§ WHAT IS REQUIRED
Where an image appears, leave it out; otherwise repeat the data exactly.

§ EXTRACTED INFORMATION
-------------------------

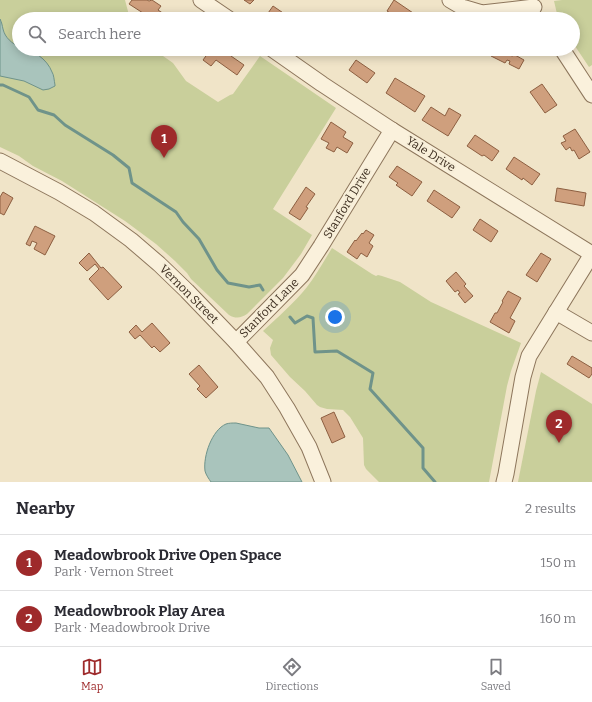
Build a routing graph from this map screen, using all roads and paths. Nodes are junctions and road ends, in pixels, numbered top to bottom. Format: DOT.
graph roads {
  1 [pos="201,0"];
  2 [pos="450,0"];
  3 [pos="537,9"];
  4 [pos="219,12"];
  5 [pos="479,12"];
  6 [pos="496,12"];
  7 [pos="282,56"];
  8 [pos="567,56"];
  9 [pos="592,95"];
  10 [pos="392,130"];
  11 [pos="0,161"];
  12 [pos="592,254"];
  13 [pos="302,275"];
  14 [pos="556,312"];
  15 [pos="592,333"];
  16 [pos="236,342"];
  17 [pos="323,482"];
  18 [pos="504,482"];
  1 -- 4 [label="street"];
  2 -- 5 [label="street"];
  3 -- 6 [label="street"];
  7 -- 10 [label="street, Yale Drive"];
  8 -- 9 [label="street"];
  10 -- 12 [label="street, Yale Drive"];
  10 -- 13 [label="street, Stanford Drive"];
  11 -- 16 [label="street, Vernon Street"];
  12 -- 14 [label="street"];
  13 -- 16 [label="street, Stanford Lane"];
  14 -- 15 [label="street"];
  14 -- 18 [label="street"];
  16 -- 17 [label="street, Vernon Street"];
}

-------------------------

§ TASK SOLUTION
Build a routing graph from this map screen, using all roads and paths. Nodes are junctions and road ends, in pixels, numbered top to bottom. Format: DOT.
graph roads {
  1 [pos="201,0"];
  2 [pos="450,0"];
  3 [pos="537,9"];
  4 [pos="219,12"];
  5 [pos="479,12"];
  6 [pos="496,12"];
  7 [pos="282,56"];
  8 [pos="567,56"];
  9 [pos="592,95"];
  10 [pos="392,130"];
  11 [pos="0,161"];
  12 [pos="592,254"];
  13 [pos="302,275"];
  14 [pos="556,312"];
  15 [pos="592,333"];
  16 [pos="236,342"];
  17 [pos="323,482"];
  18 [pos="504,482"];
  1 -- 4 [label="street"];
  2 -- 5 [label="street"];
  3 -- 6 [label="street"];
  7 -- 10 [label="street, Yale Drive"];
  8 -- 9 [label="street"];
  10 -- 12 [label="street, Yale Drive"];
  10 -- 13 [label="street, Stanford Drive"];
  11 -- 16 [label="street, Vernon Street"];
  12 -- 14 [label="street"];
  13 -- 16 [label="street, Stanford Lane"];
  14 -- 15 [label="street"];
  14 -- 18 [label="street"];
  16 -- 17 [label="street, Vernon Street"];
}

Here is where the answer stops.